Entries provided -
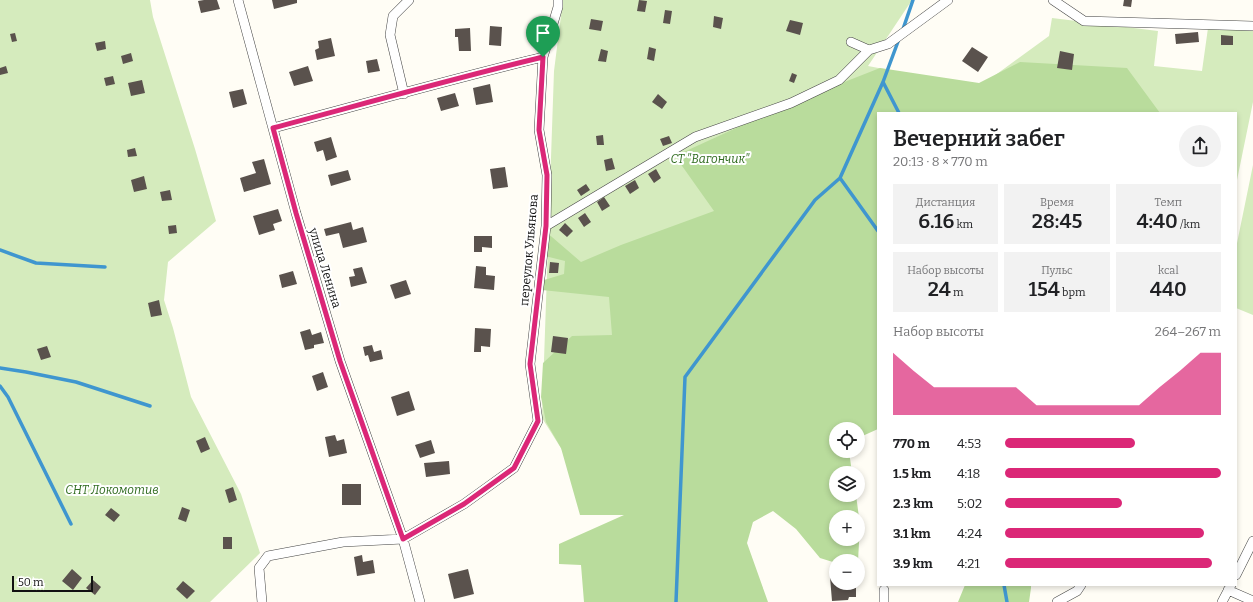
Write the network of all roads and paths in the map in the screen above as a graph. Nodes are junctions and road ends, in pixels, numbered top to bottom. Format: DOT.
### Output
graph roads {
  1 [pos="238,0"];
  2 [pos="409,0"];
  3 [pos="558,0"];
  4 [pos="948,0"];
  5 [pos="1053,0"];
  6 [pos="1253,26"];
  7 [pos="851,42"];
  8 [pos="869,50"];
  9 [pos="543,57"];
  10 [pos="404,94"];
  11 [pos="273,128"];
  12 [pos="546,226"];
  13 [pos="403,539"];
  14 [pos="1253,541"];
  15 [pos="1237,573"];
  16 [pos="1080,586"];
  17 [pos="1230,588"];
  18 [pos="884,590"];
  19 [pos="1253,601"];
  20 [pos="262,602"];
  21 [pos="420,602"];
  22 [pos="884,602"];
  23 [pos="1057,602"];
  24 [pos="1222,602"];
  1 -- 11 [label="street, улица Ленина"];
  2 -- 10 [label="street"];
  3 -- 9 [label="street, переулок Ульянова"];
  4 -- 8 [label="street"];
  5 -- 6 [label="street"];
  7 -- 8 [label="street"];
  8 -- 12 [label="street"];
  9 -- 10 [label="street"];
  9 -- 12 [label="street, переулок Ульянова"];
  10 -- 11 [label="street"];
  11 -- 13 [label="street, улица Ленина"];
  12 -- 13 [label="street, переулок Ульянова"];
  13 -- 20 [label="street"];
  13 -- 21 [label="street, улица Ленина"];
  14 -- 15 [label="street"];
  16 -- 23 [label="street"];
  17 -- 19 [label="street"];
  17 -- 24 [label="street"];
  18 -- 22 [label="street"];
}
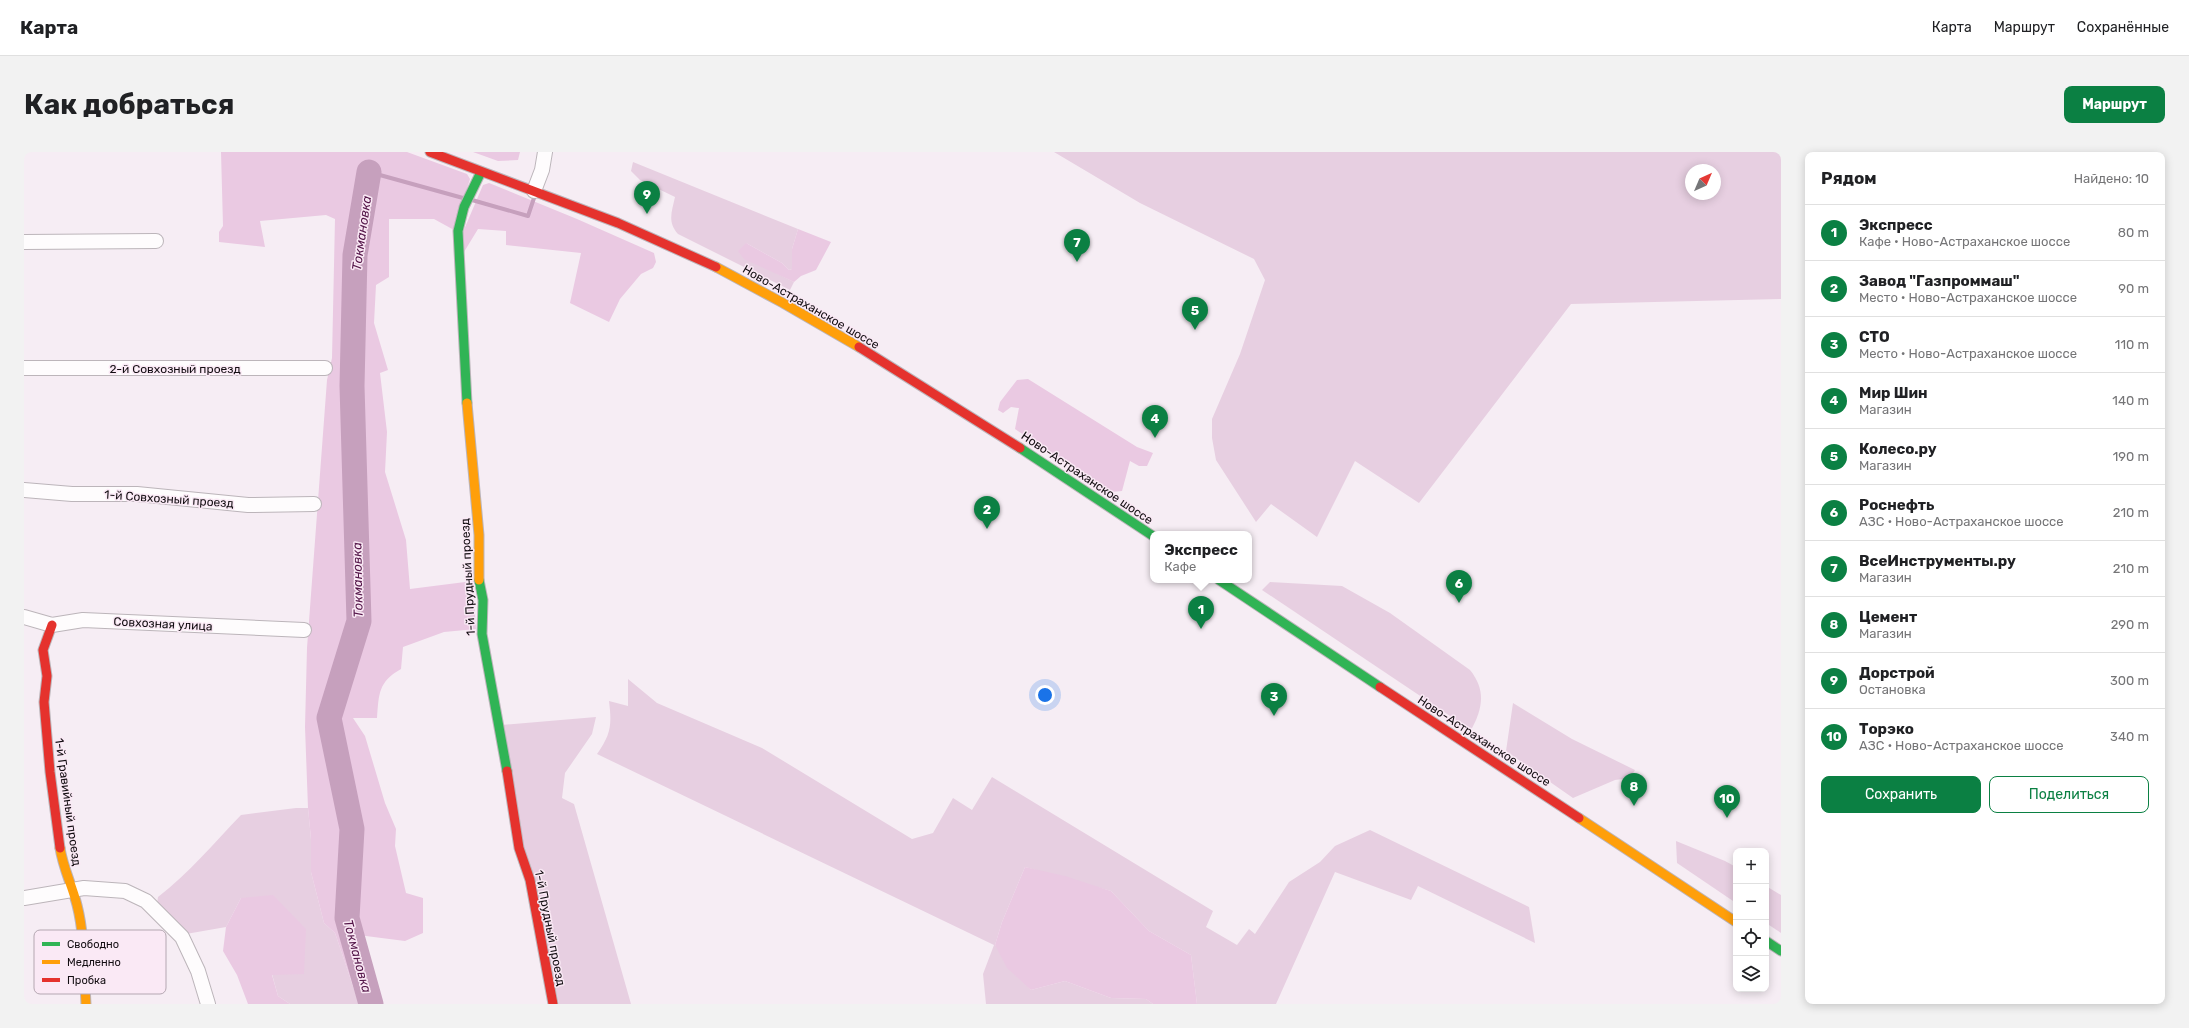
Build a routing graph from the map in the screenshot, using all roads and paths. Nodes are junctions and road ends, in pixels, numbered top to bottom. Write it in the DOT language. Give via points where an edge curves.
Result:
graph roads {
  1 [pos="430,152"];
  2 [pos="545,152"];
  3 [pos="481,172"];
  4 [pos="534,191"];
  5 [pos="156,241"];
  6 [pos="24,242"];
  7 [pos="24,368"];
  8 [pos="325,368"];
  9 [pos="24,490"];
  10 [pos="314,504"];
  11 [pos="1150,534"];
  12 [pos="1224,583"];
  13 [pos="24,617"];
  14 [pos="52,625"];
  15 [pos="304,630"];
  16 [pos="70,888"];
  17 [pos="24,898"];
  18 [pos="1733,920"];
  19 [pos="81,930"];
  20 [pos="1769,943"];
  21 [pos="1781,951"];
  22 [pos="85,994"];
  23 [pos="86,1004"];
  24 [pos="208,1004"];
  25 [pos="553,1004"];
  1 -- 3 [label="main road, Ново-Астраханское шоссе"];
  2 -- 4 [label="street"];
  3 -- 4 [label="main road, Ново-Астраханское шоссе"];
  3 -- 25 [label="main road, 1-й Прудный проезд" via="464,207 458,231 468,432 479,535 478,575 483,600 482,634 519,848 530,880"];
  4 -- 11 [label="main road, Ново-Астраханское шоссе" via="587,210 676,248 794,308 954,403"];
  5 -- 6 [label="street"];
  7 -- 8 [label="street, 2-й Совхозный проезд"];
  9 -- 10 [label="street, 1-й Совхозный проезд" via="72,494 137,494 248,505"];
  12 -- 18 [label="main road, Ново-Астраханское шоссе"];
  13 -- 14 [label="street, Совхозная улица"];
  14 -- 15 [label="street, Совхозная улица" via="83,620"];
  14 -- 16 [label="main road, 1-й Гравийный проезд" via="44,650 44,702 61,855"];
  16 -- 17 [label="street"];
  16 -- 19 [label="main road, 1-й Гравийный проезд" via="77,904"];
  16 -- 24 [label="street" via="125,891 146,901 182,937 198,971"];
  20 -- 21 [label="main road"];
  22 -- 23 [label="main road, 1-й Гравийный проезд"];
}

Problem details -
Work out how many lines in the records hold the word "roads", and answer with that number alone.

Response to this task -
4